Comment le Petit Quotidien raconte la naissance de Jésus

 

 

Le Petit Quotidien ( jeudi 18décembre 2008) , informe les enfants sur l’origine de la fête de Noel, mais il fait apparaître la difficulté d’évoquer, avec la rigueur qui convient, le « fait religieux ». Le souci de la simplification et de la neutralité aboutit ici à l’inverse : des généralisations qui nient le caractère problématique des croyances, pourtant reconnu par les textes, pour peu que l’on y regarde de près. D’une certaine façon, les journalistes sont plus « croyants » que les auteurs des écrits dont ils rendent compte.

La source, c’est d’après le petit journal, « les évangiles ».  Or, il y a quatre évangiles, et un seul, celui de Luc, raconte en détails la naissance de Jésus. Celui de Mathieu la mentionne plus sommairement  ; en revanche  il est le seul à raconter l’épisode de la visite des rois mages, et celui, moins connu et tragique, du massacre des innocents. Là où le journal présuppose une source unique et certaine,  les textes « canoniques » s’affichent lacunaires, voire divergents.

Maintenant, voyons les détails. « Avant sa naissance, les parents de Jésus, Marie et Joseph, repartaient dans leur village à pied, accompagnés d’un âne. Pour que Marie puisse mettre son bébé au monde, ils se sont arrêtés à Bethléem » : c’est la réécriture du Petit Quotidien.

Voici le texte de Luc :

« Or, il advint, en ces jours-là, que parut un édit de César Auguste, ordonnant le recensement de tout le monde habité. Ce recensement, le premier, eut lieu pendant que Quirinius était gouverneur de Syrie. Et tous allaient se faire recenser, chacun dans sa ville. Joseph aussi monta de Galilée, de la ville de Nazareth en Judée, à la ville de David, qui s’appelle Bethléem, - parce qu’il était de la maison et de la lignée de David – afin de se faire recenser avec Marie, sa fiancée, qui était enceinte. Or il advint, comme ils étaient là, que les jours furent accomplis où elle devait enfanter. Elle enfanta son fils premier-né, l’enveloppa de langes et le coucha dans une crèche, parce qu’ils manquaient de place dans la salle" (2, 1-7).

On le voit : la réécriture journalistique fait des circonstances de la naissance de Jésus un hasard, un « non événement ». Or, pour l’évangéliste, le motif du déplacement est de la plus haute importance. Il marque la filiation du père présumé de Jésus, de lignée royale, puisque son ancêtre est le roi David.

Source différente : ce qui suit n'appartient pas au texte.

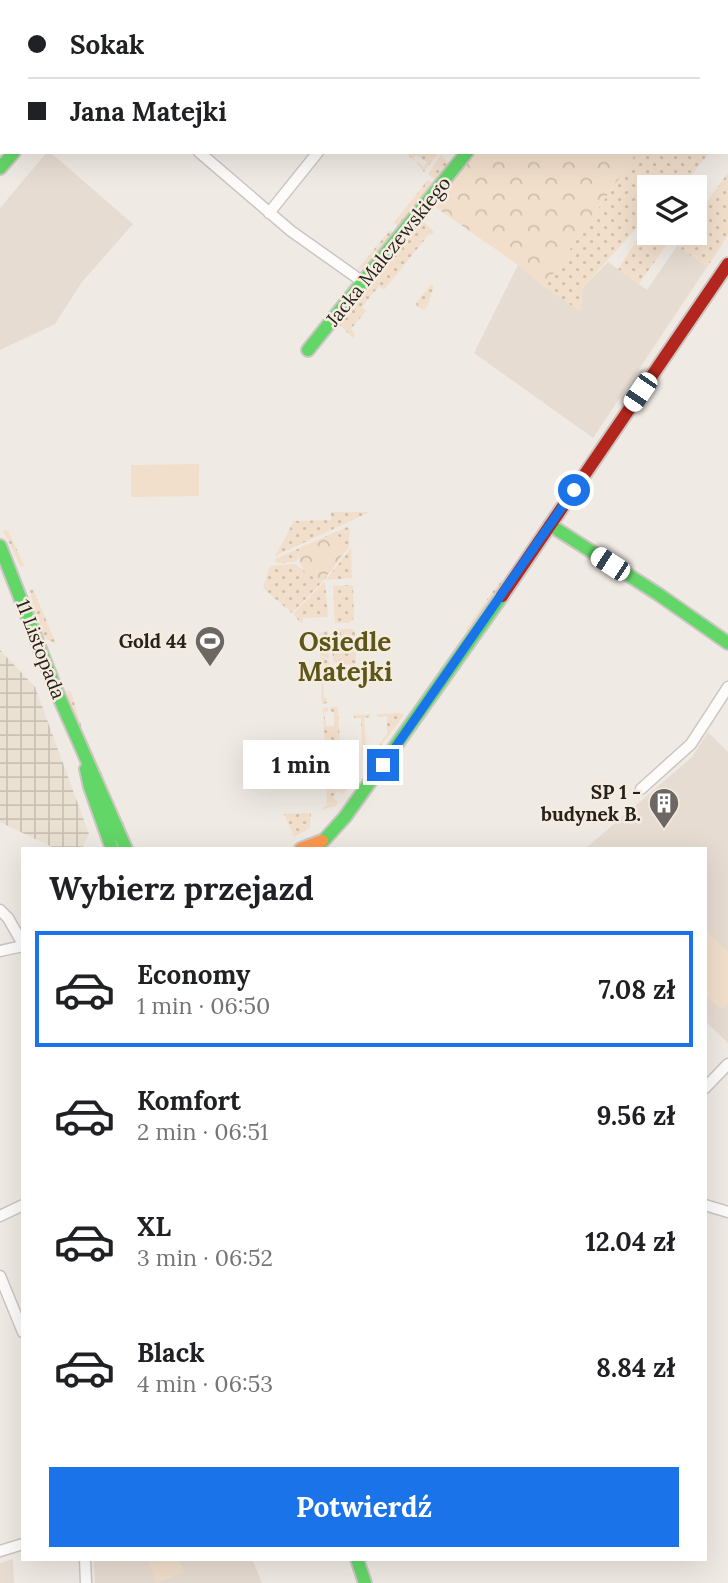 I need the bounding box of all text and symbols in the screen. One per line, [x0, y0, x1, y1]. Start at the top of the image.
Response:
text: Sokak [70, 28, 145, 61]
text: Jana Matejki [70, 95, 227, 128]
street label: Jacka Malczewskiego [320, 171, 456, 331]
map controls [637, 175, 707, 245]
button: layers [637, 175, 707, 245]
car [620, 369, 661, 415]
route start [558, 474, 590, 506]
car [587, 544, 634, 584]
street label: 11 Listopada [11, 596, 71, 702]
sports icon: Gold 44 [193, 624, 227, 668]
district label: Osiedle Matejki [297, 625, 393, 688]
place label: Gold 44 [119, 629, 187, 653]
callout: 1 min [243, 740, 358, 790]
route end [367, 749, 399, 781]
text: 1 min [272, 750, 330, 779]
place label: SP 1 - budynek B. [540, 780, 641, 826]
building icon: SP 1 - budynek B. [647, 786, 681, 830]
text: Wybierz przejazd [49, 868, 314, 909]
icon: car [53, 958, 116, 1021]
text: Economy [137, 958, 250, 991]
text: 7.08 zł [598, 973, 675, 1006]
text: 1 min · 06:50 [137, 991, 270, 1020]
icon: car [53, 1084, 116, 1147]
text: Komfort [137, 1084, 241, 1117]
text: 9.56 zł [597, 1099, 675, 1132]
text: 2 min · 06:51 [137, 1117, 268, 1146]
icon: car [53, 1210, 116, 1273]
text: XL [137, 1210, 171, 1243]
text: 12.04 zł [585, 1225, 675, 1258]
text: 3 min · 06:52 [137, 1243, 273, 1272]
icon: car [53, 1336, 116, 1399]
text: Black [137, 1336, 205, 1369]
text: 8.84 zł [596, 1351, 675, 1384]
text: 4 min · 06:53 [137, 1369, 273, 1398]
button: Potwierdź [49, 1467, 679, 1547]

Et peu importe que Jésus soit vraiment né à Bethléem, ce qui compte, c’est le symbolisme attaché au lieu. ¨Pour les chrétiens, de fait, comme le dit le journal « Jésus est le fils de Dieu », non au sens figuré, mais littéralement.

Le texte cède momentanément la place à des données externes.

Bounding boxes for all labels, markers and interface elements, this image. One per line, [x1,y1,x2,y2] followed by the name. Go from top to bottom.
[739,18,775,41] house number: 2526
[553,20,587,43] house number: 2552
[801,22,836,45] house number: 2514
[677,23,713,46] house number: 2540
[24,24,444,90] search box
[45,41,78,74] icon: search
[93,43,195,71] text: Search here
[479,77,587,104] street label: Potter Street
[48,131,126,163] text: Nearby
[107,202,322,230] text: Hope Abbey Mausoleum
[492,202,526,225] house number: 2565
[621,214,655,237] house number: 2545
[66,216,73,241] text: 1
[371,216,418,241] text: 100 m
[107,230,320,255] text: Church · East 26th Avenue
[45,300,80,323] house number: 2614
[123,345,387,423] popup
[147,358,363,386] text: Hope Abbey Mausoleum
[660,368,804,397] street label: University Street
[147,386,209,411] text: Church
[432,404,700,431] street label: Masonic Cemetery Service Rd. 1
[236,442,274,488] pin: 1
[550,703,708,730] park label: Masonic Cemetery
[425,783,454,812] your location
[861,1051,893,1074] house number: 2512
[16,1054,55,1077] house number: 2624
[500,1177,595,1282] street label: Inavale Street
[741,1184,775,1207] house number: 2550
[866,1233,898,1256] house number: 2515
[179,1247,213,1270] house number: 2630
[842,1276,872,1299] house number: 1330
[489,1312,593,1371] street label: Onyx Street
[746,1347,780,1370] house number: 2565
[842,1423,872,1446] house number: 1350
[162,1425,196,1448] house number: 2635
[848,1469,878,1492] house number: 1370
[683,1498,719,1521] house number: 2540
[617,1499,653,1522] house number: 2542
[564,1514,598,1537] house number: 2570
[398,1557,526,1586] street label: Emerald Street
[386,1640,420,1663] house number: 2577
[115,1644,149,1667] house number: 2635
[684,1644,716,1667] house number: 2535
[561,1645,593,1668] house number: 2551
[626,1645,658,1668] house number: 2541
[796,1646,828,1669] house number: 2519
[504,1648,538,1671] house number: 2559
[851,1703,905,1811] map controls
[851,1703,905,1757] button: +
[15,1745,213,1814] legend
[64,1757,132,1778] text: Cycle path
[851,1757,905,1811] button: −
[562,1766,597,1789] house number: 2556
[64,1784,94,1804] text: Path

Matthieu l’affirme d’une autre manière, par l’épisode de la visite de ces trois personnages de très haut rang, et toujours dans ce lieu symbolique qu’est le village de Bethléem. Dans son souci de rapprocher deux traditions différentes, le rédacteur de Play Bac en arrive même à inventer une glose (variante non attestée) : « Jésus et ses parents sont restés dans l’étable plusieurs jours ». C’est oublier que Matthieu ne dit rien de la crèche ni du voyage motivé par le recensement impérial, son propos étant concentré sur la naissance à Bethléem, pour des raisons théologiques : d’où, dans le même contexte, la citation d’une prophétie, qui inscrit la naissance dans les Ecritures. Pour la même raison,  l’évangile de Matthieu commence par une généalogie, dont l’ancêtre le plus lointain est Abraham. Luc en propose une autre, hors du récit de l’enfance : la sienne remonte à « Adam, fils de Dieu ».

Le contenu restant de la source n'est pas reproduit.